Il PD ha mostrato il punto a cui è arrivata la sua mutazione. Nella coesistenza paralizzante delle diverse linee è evidente non solo quanto pesa non aver rimesso in discussione l’impianto social-liberista, ma i pezzi di interesse materiale che a quel partito concretamente fanno riferimento. Si conferma la giustezza della nostra analisi sull’impossibilità di una prospettiva di governo con quel partito ed è squadernata la necessità di ricostruire una rappresentanza politica del mondo del lavoro. Una sfida per noi dentro un processo di ricostruzione del massimo possibile di rapporti unitari a sinistra, con l’arco di forze che a Mirafiori ha detto NO. Costruzione di rapporti unitari, da accelerare in un quadro politico quanto mai opaco in cui è possibile che la caduta del governo sia all’ordine del giorno e questo è un’obiettivo decisivo, ma nel frattempo si registra dentro il PD la consueta presenza di opzioni diverse e, a dare retta all’intervista di Enrico Letta di qualche giorno fa, la priorità grave della ricerca di alleanze con il terzo polo.
Ricostruire la rappresentanza politica del mondo del lavoro e con questo obiettivo tessere il massimo di rapporti unitari, significa interrogarsi su quale progetto, quali fili da tirare, nella crisi e nelle specifiche caratteristiche del capitalismo italiano.
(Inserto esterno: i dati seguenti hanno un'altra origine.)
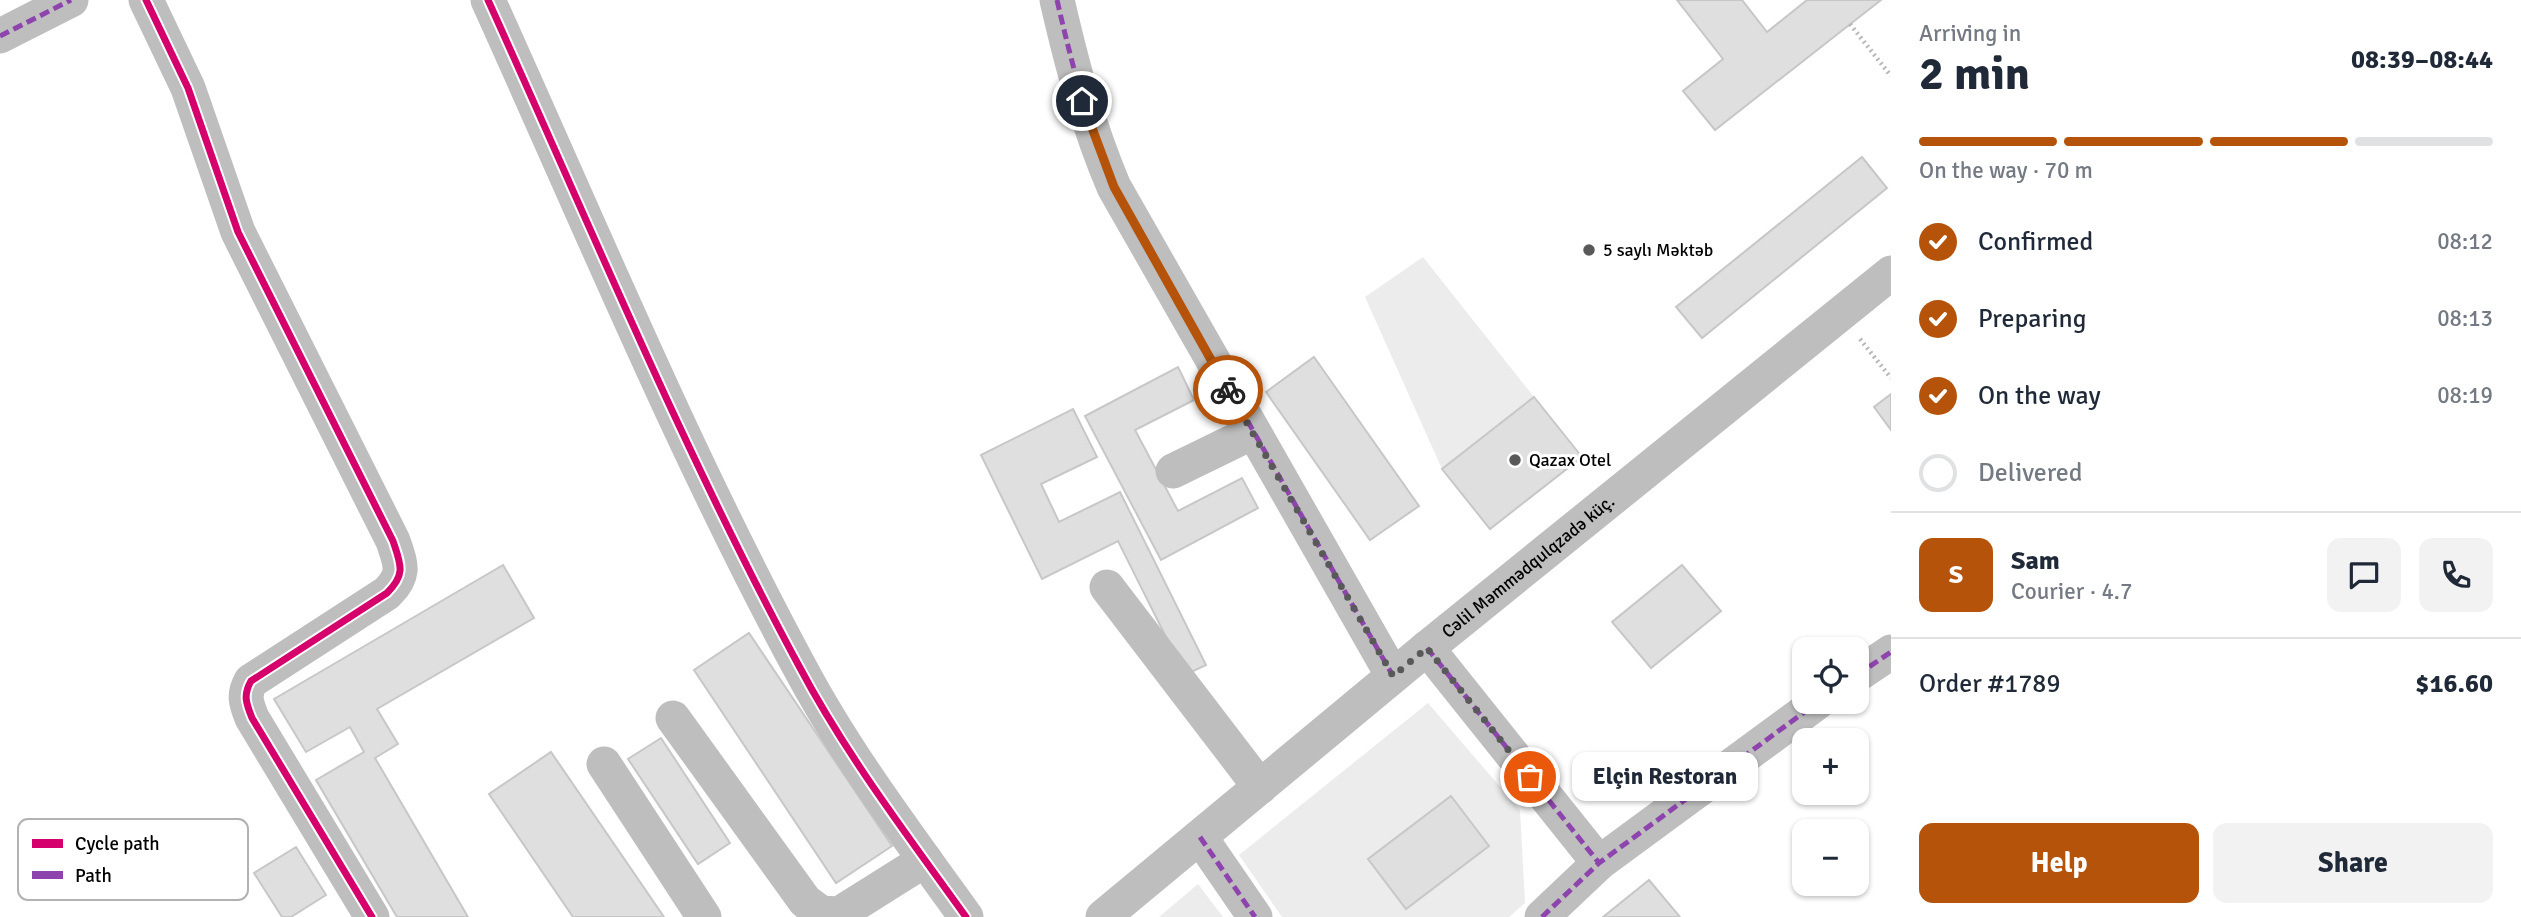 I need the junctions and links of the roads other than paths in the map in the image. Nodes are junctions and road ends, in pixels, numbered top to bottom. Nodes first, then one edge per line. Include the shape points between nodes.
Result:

Ci sono a mio avviso quattro nodi ineludibili.
Il primo è la democrazia, perché democrazia significa quale assetto dei poteri e dunque quale peso degli interessi nella società. La necessità di una legge sulla democrazia sindacale, sul modello della proposta della Fiom, va insieme alla necessità di superare il bipolarismo. Le due cose si tengono più di quanto non si sottolinei. Alla necessità della riappropriazione dei lavoratori delle scelte sulla propria condizione di lavoro, corrisponde la necessità della riappropriazione dei cittadini del terreno della rappresentanza politica: oggi inibita dal maggioritario, cioè dal fatto che si costruiscono coalizioni forzose in cui il principale criterio è prendere un voto più degli altri, nell’omologazione degli schieramenti. Del resto il bipolarismo nasce per rendere impermeabile la sfera istituzionale dal conflitto sociale.
Il secondo è la necessità di ricomporre il mondo del lavoro. Con le sue implicazioni sul terreno della contrattazione e delle tipologie dei rapporti di lavoro. Riunificazione delle categorie, drastica riduzione del numero dei rapporti di lavoro e riaffermazione della centralità del rapporto a tempo indeterminato, riconduzione dell’area del falso lavoro autonomo alle tutele del lavoro dipendente.
Il terzo è un’iniziativa per una radicale redistribuzione delle ricchezze, in un paese in cui la sperequazione è a livelli insostenibili. Se nei quindici paesi Ocse più ricchi la quota di salario sul Pil è diminuita di 10 punti tra il 1976 e il 2006, in Italia è diminuita di 15, a favore delle rendite. E dunque patrimoniale, tassazione delle rendite, contrasto all’evasione.
Il quarto è indirizzare le risorse alla produzione pubblica di beni collettivi: politiche industriali, conoscenza, welfare. Politiche industriali: perché la bassa produttività del lavoro in Italia è conseguenza del “piccolo è bello” degli anni passati, e dell’assenza di investimenti in innovazione di prodotto, che radicalizzano la competizione sui settori saturi. Perché la crisi ecologica rende sovraordinante la riconversione dell’economia e delle filiere industriali. Politiche pubbliche: di un pubblico da rinnovare nel segno della trasparenza e della partecipazione, per ricostruire una capacità di intervento in economia che metta in discussione lo strapotere del capitalismo globalizzato. Conoscenza: per riqualificare l’apparato produttivo, ma anche per una società di donne e uomini liberi. Estensione del welfare: sia sul terreno del reddito sociale che dell’ampliamento della sfera dei servizi, in un paese in cui giovani e donne sperimentano una condizione significativamente peggiore del resto dell’Europa.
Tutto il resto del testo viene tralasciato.